Photo by Daniel Dionne

This week the Sigma 'Art' line gained a lens many had been clamoring for: a 24-70mm F2.8 zoom, which nowadays seems a required lens for many professional shooters. While Sigma did make the first ever 24-70 F2.8 in 2001, this week we go back to the lens that helped the idea catch on: the Canon 24-70mm F2.8L.

Look across all camera systems and you'll find that they all offer some sort of constant aperture 24-70mm or 'normal' zoom equivalent that covers this range. There's a good reason for it. This zoom range covers the wide area and the mild telephoto area, rather than all wide or all tele. It's a flexible range, and appeals to photographers of many different disciplines.

The odd thing is, the 24-70 is only 16 years old. Sigma did it first, and then in 2002 Canon's very first 24-70, the F2.8L, replaced its already highly regarded 28-70mm F2.8L. Since then, the 28-70 zoom has faded away and is typically only seen as a variable-aperture kit zoom, or affordable constant-aperture zoom lens. Everyone since has gone crazy for the 24-70.

Unusually, the 24-70 F2.8 was 'longest' at its wide-angle end. Photo by Cburnett.
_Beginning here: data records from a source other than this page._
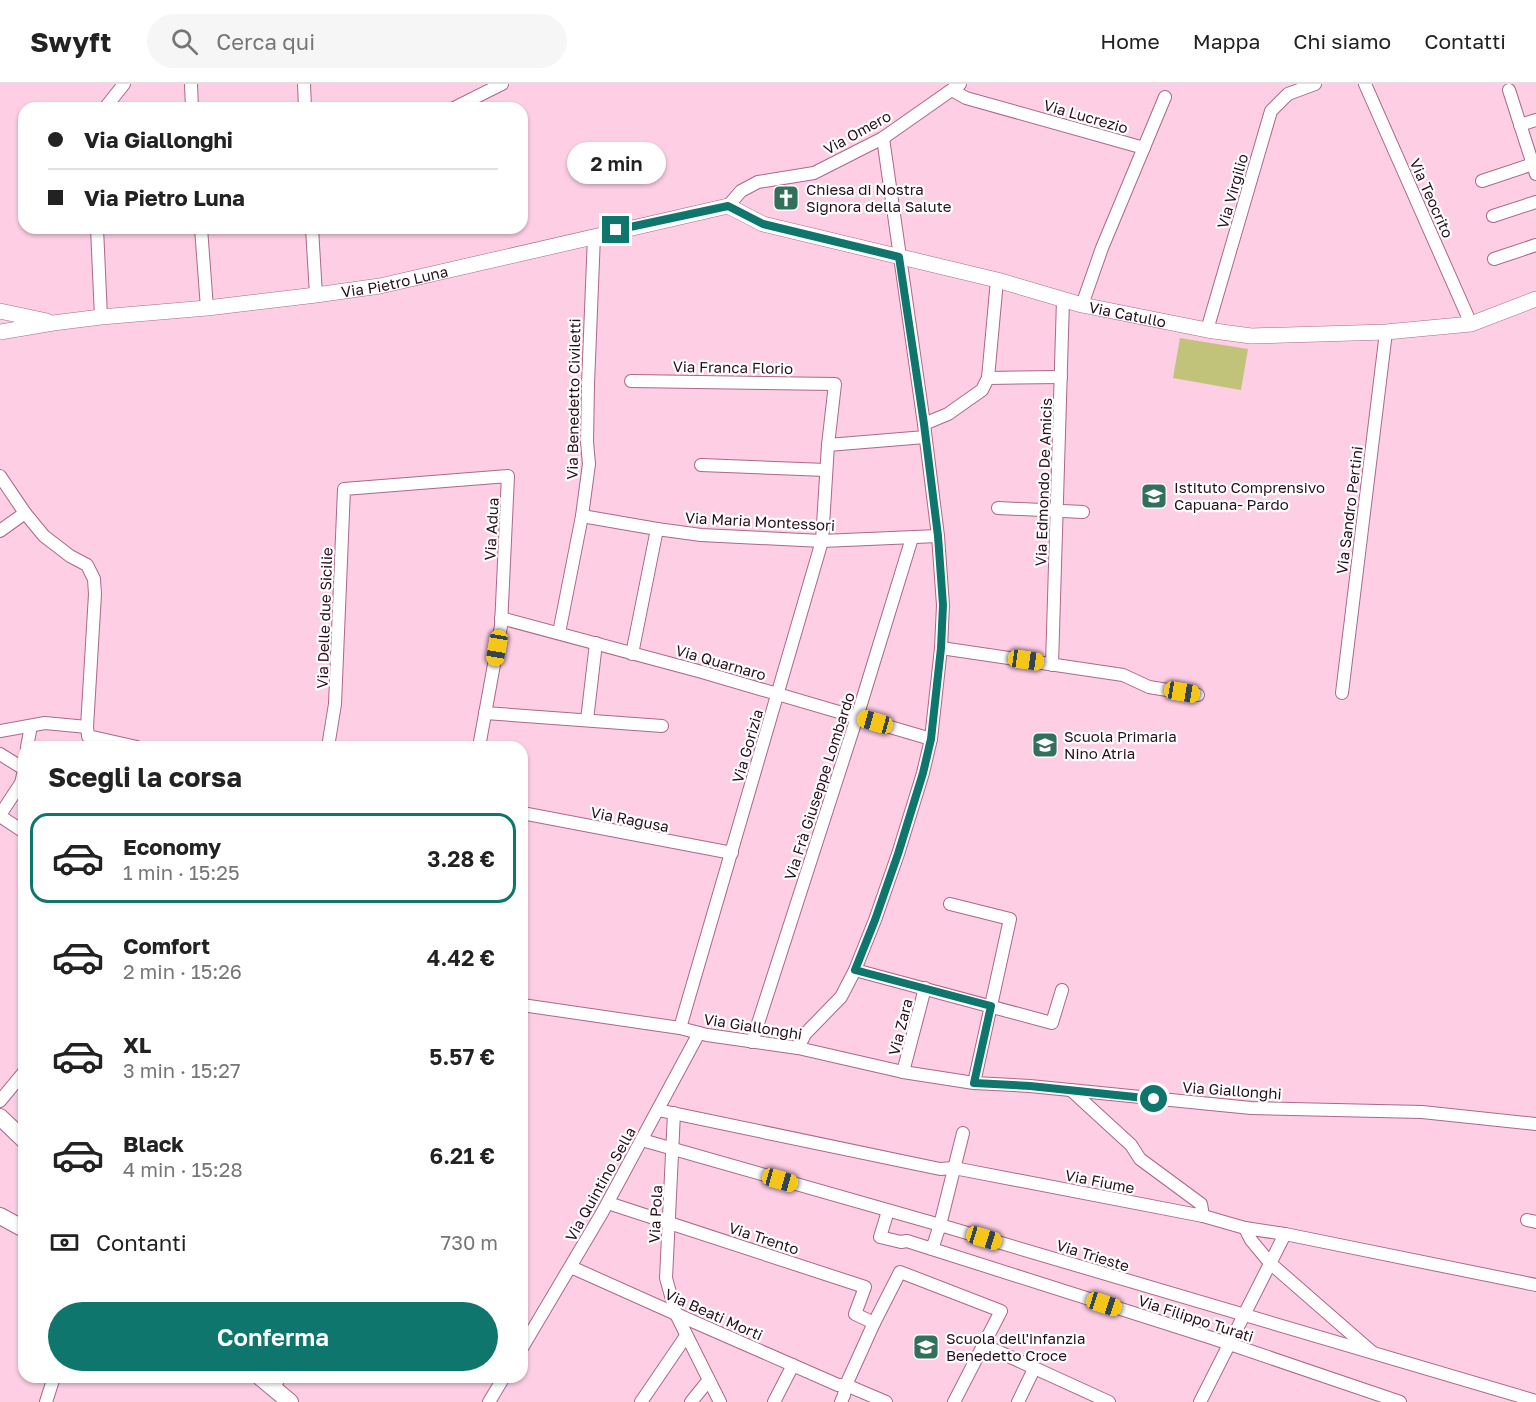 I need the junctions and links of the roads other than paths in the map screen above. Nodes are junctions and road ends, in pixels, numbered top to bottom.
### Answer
1 (124, 84) edge
2 (191, 84) edge
3 (304, 84) edge
4 (502, 84) edge
5 (1316, 84) edge
6 (1365, 84) edge
7 (956, 87) edge
8 (1294, 87) edge
9 (1509, 90) dead end
10 (1165, 97) dead end
11 (110, 102) edge
12 (192, 102) edge
13 (305, 102) edge
14 (466, 102) edge
15 (1536, 120) edge
16 (1520, 125) junction
17 (883, 138) junction
18 (1144, 148) junction
19 (1535, 167) edge
20 (1482, 181) dead end
21 (1536, 202) edge
22 (728, 206) junction
23 (1493, 216) dead end
24 (97, 234) edge
25 (201, 234) edge
26 (312, 234) edge
27 (594, 236) junction
28 (1536, 245) edge
29 (899, 257) junction
30 (1494, 259) dead end
31 (997, 280) junction
32 (316, 295) junction
33 (1536, 299) edge
34 (1063, 300) junction
35 (1083, 304) junction
36 (207, 308) junction
37 (0, 311) edge
38 (101, 317) junction
39 (53, 323) junction
40 (1471, 324) junction
41 (1207, 330) junction
42 (1386, 332) junction
43 (0, 333) edge
44 (1061, 377) junction
45 (988, 378) junction
46 (631, 381) dead end
47 (835, 384) joint
48 (924, 424) junction
49 (925, 437) junction
50 (828, 445) junction
51 (701, 465) dead end
52 (826, 470) junction
53 (0, 476) edge
54 (344, 489) joint
55 (998, 508) dead end
56 (1057, 512) junction
57 (1083, 512) dead end
58 (25, 513) junction
59 (582, 516) junction
60 (657, 529) junction
61 (0, 531) edge
62 (938, 536) junction
63 (912, 538) junction
64 (822, 541) junction
65 (501, 618) junction
66 (559, 633) junction
67 (596, 644) junction
68 (941, 648) junction
69 (632, 654) junction
70 (1052, 665) junction
71 (1342, 693) dead end
72 (778, 694) junction
73 (1197, 695) dead end
74 (485, 713) junction
75 (857, 717) junction
76 (587, 720) junction
77 (31, 726) junction
78 (662, 726) dead end
79 (87, 727) junction
80 (0, 731) edge
81 (931, 739) junction
82 (28, 741) edge
83 (110, 741) edge
84 (329, 741) edge
85 (479, 741) edge
86 (0, 754) edge
87 (18, 766) edge
88 (18, 788) edge
89 (528, 814) edge
90 (0, 815) edge
91 (18, 828) edge
92 (732, 854) junction
93 (950, 904) dead end
94 (855, 970) junction
95 (925, 988) junction
96 (1062, 990) dead end
97 (528, 1005) edge
98 (991, 1006) junction
99 (680, 1028) junction
100 (699, 1033) junction
101 (752, 1042) junction
102 (798, 1048) junction
103 (903, 1072) junction
104 (18, 1079) edge
105 (974, 1083) junction
106 (1071, 1090) junction
107 (0, 1101) edge
108 (658, 1110) junction
109 (674, 1113) junction
110 (0, 1117) edge
111 (1536, 1124) edge
112 (963, 1133) dead end
113 (18, 1134) edge
114 (642, 1140) junction
115 (672, 1149) junction
116 (954, 1168) junction
117 (608, 1203) junction
118 (888, 1211) junction
119 (0, 1216) edge
120 (1203, 1216) junction
121 (669, 1223) junction
122 (940, 1225) junction
123 (18, 1226) edge
124 (1245, 1228) junction
125 (1285, 1234) junction
126 (932, 1248) junction
127 (1270, 1263) junction
128 (571, 1267) junction
129 (1536, 1285) edge
130 (676, 1314) junction
131 (1244, 1316) junction
132 (874, 1323) junction
133 (686, 1336) junction
134 (528, 1338) edge
135 (984, 1345) junction
136 (1230, 1345) junction
137 (1375, 1354) junction
138 (793, 1365) junction
139 (1034, 1369) junction
140 (708, 1381) junction
141 (52, 1383) edge
142 (273, 1383) edge
143 (500, 1383) edge
144 (846, 1384) junction
145 (1536, 1401) edge
146 (46, 1402) edge
147 (290, 1402) edge
148 (489, 1402) edge
149 (641, 1402) edge
150 (691, 1402) edge
151 (720, 1402) edge
152 (774, 1402) edge
153 (841, 1402) edge
154 (886, 1402) edge
155 (954, 1402) edge
156 (1018, 1402) edge
157 (1109, 1402) edge
158 (1200, 1402) edge
159 (1400, 1402) edge

1 - 11 street
2 - 12 street
3 - 13 street
4 - 14 street
5 - 8 street, Via Virgilio
6 - 40 street, Via Teocrito
7 - 17 street, Via Omero
7 - 18 street, Via Lucrezio
8 - 41 street, Via Virgilio
9 - 16 street
10 - 18 street, Via Lucrezio
15 - 16 street
16 - 19 street
17 - 22 street, Via Omero
17 - 29 street
18 - 35 street, Via Lucrezio
19 - 20 street
21 - 23 street
22 - 27 street, Via Pietro Luna
22 - 29 street, Via Catullo
24 - 38 street
25 - 36 street
26 - 32 street
27 - 32 street, Via Pietro Luna
27 - 59 street, Via Benedetto Civiletti
28 - 30 street
29 - 31 street, Via Catullo
29 - 48 street
31 - 34 street, Via Catullo
31 - 45 street
32 - 36 street, Via Pietro Luna
33 - 40 street, Via Catullo
34 - 35 street, Via Catullo
34 - 44 street, Via Edmondo De Amicis
35 - 41 street, Via Catullo
36 - 38 street, Via Pietro Luna
37 - 39 street, Via Pietro Luna
38 - 39 street, Via Pietro Luna
39 - 43 street, Via Pietro Luna
40 - 42 street, Via Catullo
41 - 42 street, Via Catullo
42 - 71 street, Via Sandro Pertini
44 - 45 street
44 - 56 street, Via Edmondo De Amicis
45 - 48 street
46 - 47 street, Via Franca Florio
47 - 50 street, Via Gorizia
48 - 49 street
49 - 50 street
49 - 62 street
50 - 52 street, Via Gorizia
51 - 52 street
52 - 64 street, Via Gorizia
53 - 58 street
54 - 65 street, Via Adua
54 - 84 street, Via Delle due Sicilie
55 - 56 street
56 - 57 street
56 - 70 street, Via Edmondo De Amicis
58 - 61 street
58 - 79 street
59 - 60 street, Via Maria Montessori
59 - 66 street, Via Benedetto Civiletti
60 - 64 street, Via Maria Montessori
60 - 69 street
62 - 63 street, Via Maria Montessori
62 - 68 street
63 - 64 street, Via Maria Montessori
63 - 75 street, Via Frà Giuseppe Lombardo
64 - 72 street, Via Gorizia
65 - 66 street, Via Quarnaro
65 - 74 street, Via Adua
66 - 67 street, Via Quarnaro
67 - 69 street, Via Quarnaro
67 - 76 street
68 - 70 street
68 - 81 street
69 - 72 street, Via Quarnaro
70 - 73 street
72 - 75 street, Via Quarnaro
72 - 92 street, Via Gorizia
74 - 76 street
74 - 85 street, Via Adua
75 - 81 street, Via Quarnaro
75 - 101 street, Via Frà Giuseppe Lombardo
76 - 78 street
77 - 79 street
77 - 80 street
77 - 82 street
79 - 83 street
81 - 94 street
86 - 87 street
88 - 90 street
89 - 92 street, Via Ragusa
90 - 91 street
92 - 99 street, Via Gorizia
93 - 98 street
94 - 95 street
94 - 102 street
95 - 98 street
95 - 103 street, Via Zara
96 - 98 street
97 - 99 street, Via Giallonghi
98 - 105 street
99 - 100 street, Via Giallonghi
100 - 101 street, Via Giallonghi
100 - 108 street, Via Quintino Sella
101 - 102 street, Via Giallonghi
102 - 103 street, Via Giallonghi
103 - 105 street, Via Giallonghi
104 - 107 street
105 - 106 street, Via Giallonghi
106 - 111 street, Via Giallonghi
106 - 120 street
108 - 109 street, Via Fiume
108 - 114 street, Via Quintino Sella
109 - 115 street, Via Pola
109 - 116 street, Via Fiume
110 - 113 main road
112 - 116 street
114 - 115 street, Via Trieste
114 - 117 street, Via Quintino Sella
115 - 118 street, Via Trieste
115 - 121 street, Via Pola
116 - 120 street, Via Fiume
116 - 122 street
117 - 121 street, Via Trento
117 - 128 street, Via Quintino Sella
118 - 122 street, Via Trieste
118 - 126 street, Via Filippo Turati
119 - 123 main road
120 - 124 street, Via Fiume
121 - 130 street, Via Pola
121 - 132 street, Via Trento
122 - 126 street
122 - 131 street, Via Trieste
124 - 125 street, Via Fiume
124 - 127 street
125 - 127 street
125 - 129 street, Via Fiume
126 - 136 street, Via Filippo Turati
127 - 131 street
127 - 137 street
128 - 130 street, Via Beati Morti
128 - 134 street, Via Quintino Sella
130 - 133 street, Via Pola
130 - 138 street, Via Beati Morti
131 - 136 street
131 - 137 street, Via Trieste
132 - 135 street
132 - 144 street
133 - 140 street, Via Pola
133 - 149 street
135 - 139 street
135 - 155 street
136 - 158 street
136 - 159 street, Via Filippo Turati
137 - 145 street, Via Trieste
138 - 144 street, Via Beati Morti
138 - 152 street
139 - 156 street
139 - 157 street
140 - 150 street
140 - 151 street, Via Pola
141 - 146 street
142 - 147 main road
143 - 148 street
144 - 153 street
144 - 154 street, Via Beati Morti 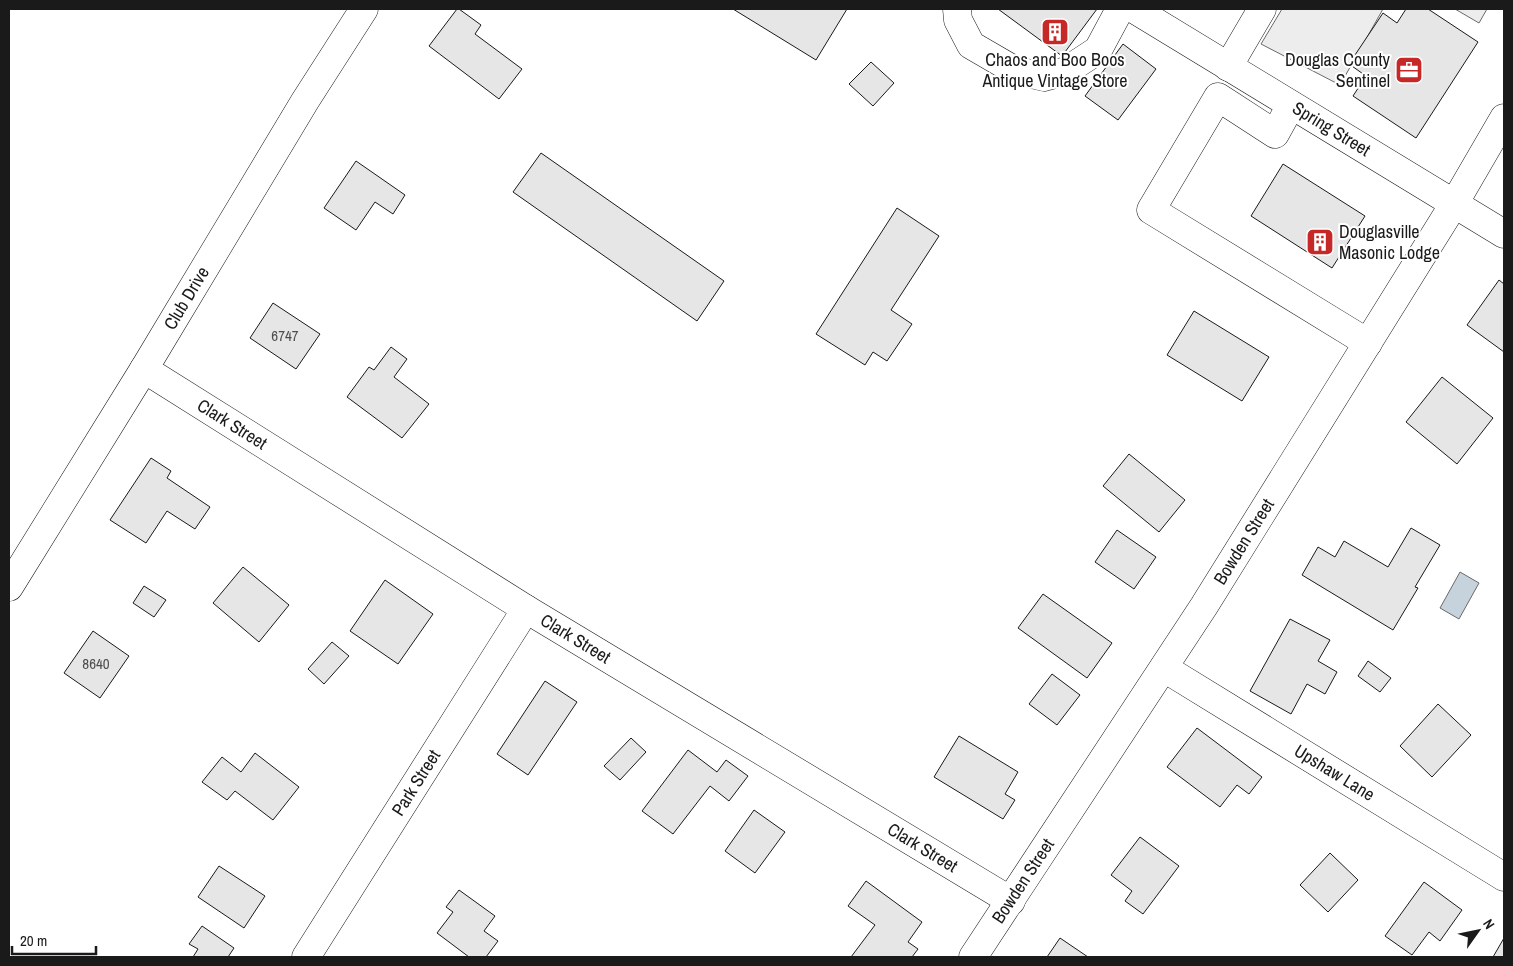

The original had some very interesting design quirks. The zoom is 'reversed', meaning the barrel is at its maximum extension at 24mm, and is at its shortest at 70mm. With the lens hood mounted behind this extending element, the lens shade was able to provide the right amount of coverage for all focal lengths, as its extension relative to the front element is shortest at 24mm, and longest at 70mm, getting out of the way when wide, and providing extra shade when shooting at 70mm. 

The 24-70 is at its most compact at its full telephoto end. Photo by Cburnett.

Now, the term '24-70' is fairly ubiquitous, and is almost generic. Wedding shooters and photojournalists have led the way adopting it, attracted to its versatile field of view and constant aperture. By 2007 Nikon had released their own 24-70 F2.8 to replace their 28-70 F2.8. Sony came shortly after with the alpha mount 24-70 in 2008. Other third party manufacturers followed suit, releasing their versions in the 2010's.

The Mark II version of Canon's 24-70mm F2.8 arrived in 2012.

When photographers ask questions like 'what lens should I choose for this shoot,' or 'I only have a budget for one lens, what should I get,' plenty of people will recommend a 24-70. What's really amazing is how its popularity can be traced to a single lens introduced just fifteen years ago.